_EXERCISE GOAL_: How many lines in the entries below include the string "header"? Answer with the number only.

Dataset entries
*** Begin section ***

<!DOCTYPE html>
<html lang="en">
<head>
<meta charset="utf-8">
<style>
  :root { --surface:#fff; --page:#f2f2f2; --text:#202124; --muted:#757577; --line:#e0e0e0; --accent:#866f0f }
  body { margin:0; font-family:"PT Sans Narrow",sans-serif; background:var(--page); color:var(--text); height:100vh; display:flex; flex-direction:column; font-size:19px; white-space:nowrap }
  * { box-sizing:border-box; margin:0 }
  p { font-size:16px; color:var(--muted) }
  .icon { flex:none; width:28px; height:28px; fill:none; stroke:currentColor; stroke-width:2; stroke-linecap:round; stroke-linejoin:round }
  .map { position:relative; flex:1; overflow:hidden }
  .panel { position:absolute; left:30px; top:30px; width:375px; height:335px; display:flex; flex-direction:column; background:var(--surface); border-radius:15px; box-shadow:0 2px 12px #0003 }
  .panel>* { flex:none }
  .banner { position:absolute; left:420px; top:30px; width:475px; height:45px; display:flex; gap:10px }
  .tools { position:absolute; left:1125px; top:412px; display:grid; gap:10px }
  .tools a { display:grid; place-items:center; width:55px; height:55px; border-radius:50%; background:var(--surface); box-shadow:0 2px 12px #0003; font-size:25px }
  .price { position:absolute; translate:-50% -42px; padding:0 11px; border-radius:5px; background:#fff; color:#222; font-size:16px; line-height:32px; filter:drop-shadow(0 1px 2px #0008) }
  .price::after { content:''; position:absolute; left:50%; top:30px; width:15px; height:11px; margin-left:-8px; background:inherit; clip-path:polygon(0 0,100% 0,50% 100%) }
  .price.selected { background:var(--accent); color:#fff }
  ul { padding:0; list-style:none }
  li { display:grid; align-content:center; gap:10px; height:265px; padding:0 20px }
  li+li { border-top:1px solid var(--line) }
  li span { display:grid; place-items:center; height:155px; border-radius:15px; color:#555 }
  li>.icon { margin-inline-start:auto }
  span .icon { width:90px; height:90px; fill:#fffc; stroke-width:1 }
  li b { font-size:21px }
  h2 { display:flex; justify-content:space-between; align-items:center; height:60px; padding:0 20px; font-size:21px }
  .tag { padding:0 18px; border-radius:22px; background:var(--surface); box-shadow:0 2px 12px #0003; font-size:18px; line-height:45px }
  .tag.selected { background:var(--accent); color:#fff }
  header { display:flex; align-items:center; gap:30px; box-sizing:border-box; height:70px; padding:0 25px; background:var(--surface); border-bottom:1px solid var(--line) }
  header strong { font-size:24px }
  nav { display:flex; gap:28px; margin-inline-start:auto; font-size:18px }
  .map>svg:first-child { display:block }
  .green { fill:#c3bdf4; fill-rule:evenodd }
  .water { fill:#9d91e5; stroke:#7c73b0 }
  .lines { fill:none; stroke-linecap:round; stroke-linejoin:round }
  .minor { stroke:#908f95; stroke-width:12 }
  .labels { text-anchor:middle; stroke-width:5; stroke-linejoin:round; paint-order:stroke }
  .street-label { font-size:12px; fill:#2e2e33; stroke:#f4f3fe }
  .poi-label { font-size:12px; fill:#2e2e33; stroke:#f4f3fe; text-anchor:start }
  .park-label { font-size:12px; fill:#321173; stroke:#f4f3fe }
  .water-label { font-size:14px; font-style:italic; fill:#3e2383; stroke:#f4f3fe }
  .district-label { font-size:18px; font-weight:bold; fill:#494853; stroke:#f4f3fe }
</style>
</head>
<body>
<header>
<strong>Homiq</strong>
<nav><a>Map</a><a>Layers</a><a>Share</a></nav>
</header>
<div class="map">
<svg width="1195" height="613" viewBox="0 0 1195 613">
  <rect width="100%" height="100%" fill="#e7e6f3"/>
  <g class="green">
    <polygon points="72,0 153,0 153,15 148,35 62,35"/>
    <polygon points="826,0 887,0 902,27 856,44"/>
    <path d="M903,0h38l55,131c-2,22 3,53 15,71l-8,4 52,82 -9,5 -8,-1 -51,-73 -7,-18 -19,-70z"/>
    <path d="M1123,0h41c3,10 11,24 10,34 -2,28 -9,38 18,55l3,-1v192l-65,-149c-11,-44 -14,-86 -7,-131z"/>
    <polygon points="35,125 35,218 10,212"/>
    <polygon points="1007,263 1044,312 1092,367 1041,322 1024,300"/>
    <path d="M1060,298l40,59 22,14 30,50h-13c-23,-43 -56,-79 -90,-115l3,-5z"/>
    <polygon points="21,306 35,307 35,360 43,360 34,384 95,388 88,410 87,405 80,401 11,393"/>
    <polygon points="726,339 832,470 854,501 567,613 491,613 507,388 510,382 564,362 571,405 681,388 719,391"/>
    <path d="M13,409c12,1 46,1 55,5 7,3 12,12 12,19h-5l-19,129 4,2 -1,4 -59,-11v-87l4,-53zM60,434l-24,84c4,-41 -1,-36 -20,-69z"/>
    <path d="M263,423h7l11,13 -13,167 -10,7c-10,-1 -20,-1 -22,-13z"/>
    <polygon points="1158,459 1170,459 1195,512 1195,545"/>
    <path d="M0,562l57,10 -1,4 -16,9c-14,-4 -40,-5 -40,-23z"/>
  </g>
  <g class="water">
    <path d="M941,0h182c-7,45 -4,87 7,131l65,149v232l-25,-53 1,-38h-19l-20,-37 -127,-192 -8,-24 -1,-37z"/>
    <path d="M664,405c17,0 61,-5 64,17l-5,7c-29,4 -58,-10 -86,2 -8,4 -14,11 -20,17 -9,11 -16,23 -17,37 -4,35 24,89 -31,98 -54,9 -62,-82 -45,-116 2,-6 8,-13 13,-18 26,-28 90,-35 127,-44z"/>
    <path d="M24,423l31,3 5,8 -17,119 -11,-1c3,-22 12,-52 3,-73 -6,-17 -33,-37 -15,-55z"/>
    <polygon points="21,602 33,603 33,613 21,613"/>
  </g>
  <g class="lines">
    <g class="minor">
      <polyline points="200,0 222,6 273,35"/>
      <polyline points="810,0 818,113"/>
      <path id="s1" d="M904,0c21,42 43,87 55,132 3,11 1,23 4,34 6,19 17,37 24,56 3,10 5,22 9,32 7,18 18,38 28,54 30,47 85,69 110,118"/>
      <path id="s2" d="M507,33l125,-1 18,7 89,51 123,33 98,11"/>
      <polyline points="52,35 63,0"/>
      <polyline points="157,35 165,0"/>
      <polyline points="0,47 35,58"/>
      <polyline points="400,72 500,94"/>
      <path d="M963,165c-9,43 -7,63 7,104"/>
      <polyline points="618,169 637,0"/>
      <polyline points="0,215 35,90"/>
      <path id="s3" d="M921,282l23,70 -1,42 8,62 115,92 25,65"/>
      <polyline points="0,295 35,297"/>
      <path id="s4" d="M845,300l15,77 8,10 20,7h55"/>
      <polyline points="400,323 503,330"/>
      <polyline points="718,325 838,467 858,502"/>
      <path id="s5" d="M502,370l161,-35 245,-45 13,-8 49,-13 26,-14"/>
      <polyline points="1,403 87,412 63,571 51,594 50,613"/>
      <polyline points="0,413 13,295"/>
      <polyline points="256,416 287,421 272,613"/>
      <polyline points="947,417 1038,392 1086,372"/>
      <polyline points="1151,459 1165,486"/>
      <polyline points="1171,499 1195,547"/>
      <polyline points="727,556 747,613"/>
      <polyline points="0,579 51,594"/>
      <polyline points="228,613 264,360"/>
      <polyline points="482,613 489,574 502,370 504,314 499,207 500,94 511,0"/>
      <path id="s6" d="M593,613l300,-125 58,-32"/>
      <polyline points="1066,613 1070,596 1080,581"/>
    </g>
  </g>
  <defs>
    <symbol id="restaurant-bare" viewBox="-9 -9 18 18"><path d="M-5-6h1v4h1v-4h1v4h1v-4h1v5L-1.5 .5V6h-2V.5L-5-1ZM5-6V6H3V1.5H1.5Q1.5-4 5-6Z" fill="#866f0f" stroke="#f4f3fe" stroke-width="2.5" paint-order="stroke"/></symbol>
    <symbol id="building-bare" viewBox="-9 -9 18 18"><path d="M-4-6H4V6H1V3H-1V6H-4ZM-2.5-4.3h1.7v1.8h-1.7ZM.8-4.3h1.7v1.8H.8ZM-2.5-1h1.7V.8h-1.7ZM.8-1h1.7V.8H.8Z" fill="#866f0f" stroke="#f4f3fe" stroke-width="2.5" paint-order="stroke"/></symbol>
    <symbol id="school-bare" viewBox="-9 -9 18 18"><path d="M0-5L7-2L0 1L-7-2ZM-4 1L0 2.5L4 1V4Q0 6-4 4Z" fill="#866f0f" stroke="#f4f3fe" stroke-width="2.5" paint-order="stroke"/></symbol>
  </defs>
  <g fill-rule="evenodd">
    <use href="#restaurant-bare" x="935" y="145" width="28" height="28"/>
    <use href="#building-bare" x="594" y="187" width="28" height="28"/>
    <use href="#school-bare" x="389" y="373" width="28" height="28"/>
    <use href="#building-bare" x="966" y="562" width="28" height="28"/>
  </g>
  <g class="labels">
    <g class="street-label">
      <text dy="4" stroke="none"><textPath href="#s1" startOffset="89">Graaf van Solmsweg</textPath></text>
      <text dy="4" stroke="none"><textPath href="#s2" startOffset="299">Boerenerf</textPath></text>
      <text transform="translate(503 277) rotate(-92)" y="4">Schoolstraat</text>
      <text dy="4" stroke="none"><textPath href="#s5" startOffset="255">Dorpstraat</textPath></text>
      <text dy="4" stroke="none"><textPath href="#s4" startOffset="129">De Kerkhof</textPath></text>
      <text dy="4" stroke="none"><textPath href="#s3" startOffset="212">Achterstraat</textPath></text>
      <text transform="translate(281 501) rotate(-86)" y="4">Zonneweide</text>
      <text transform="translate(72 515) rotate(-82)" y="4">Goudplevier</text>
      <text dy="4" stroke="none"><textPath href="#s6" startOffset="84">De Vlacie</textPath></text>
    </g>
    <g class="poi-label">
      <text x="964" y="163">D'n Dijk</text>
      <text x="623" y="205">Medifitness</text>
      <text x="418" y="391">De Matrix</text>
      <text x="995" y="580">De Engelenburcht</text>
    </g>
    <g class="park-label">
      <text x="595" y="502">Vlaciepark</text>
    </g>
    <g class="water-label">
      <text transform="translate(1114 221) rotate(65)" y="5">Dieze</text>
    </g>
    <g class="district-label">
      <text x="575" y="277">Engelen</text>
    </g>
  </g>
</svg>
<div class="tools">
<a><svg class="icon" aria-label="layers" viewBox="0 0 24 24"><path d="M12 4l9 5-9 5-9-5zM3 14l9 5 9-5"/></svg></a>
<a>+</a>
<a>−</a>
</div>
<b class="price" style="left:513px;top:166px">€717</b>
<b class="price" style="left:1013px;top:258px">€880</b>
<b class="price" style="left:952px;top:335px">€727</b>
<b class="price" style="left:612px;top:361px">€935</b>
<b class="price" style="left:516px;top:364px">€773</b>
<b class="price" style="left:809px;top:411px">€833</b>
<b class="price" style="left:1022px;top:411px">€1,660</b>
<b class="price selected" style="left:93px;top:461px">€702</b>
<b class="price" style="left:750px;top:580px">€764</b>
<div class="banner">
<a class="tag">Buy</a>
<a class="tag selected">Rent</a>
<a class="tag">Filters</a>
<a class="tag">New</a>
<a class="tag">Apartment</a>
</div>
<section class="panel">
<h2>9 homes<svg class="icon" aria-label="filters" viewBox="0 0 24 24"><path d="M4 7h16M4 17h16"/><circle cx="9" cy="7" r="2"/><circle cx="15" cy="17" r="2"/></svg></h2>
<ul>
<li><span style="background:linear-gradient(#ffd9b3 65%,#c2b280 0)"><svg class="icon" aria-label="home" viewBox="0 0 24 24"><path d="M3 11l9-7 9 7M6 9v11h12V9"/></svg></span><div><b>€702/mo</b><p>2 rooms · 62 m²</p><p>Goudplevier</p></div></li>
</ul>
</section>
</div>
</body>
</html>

*** End section ***

_ANSWER BOX_: 4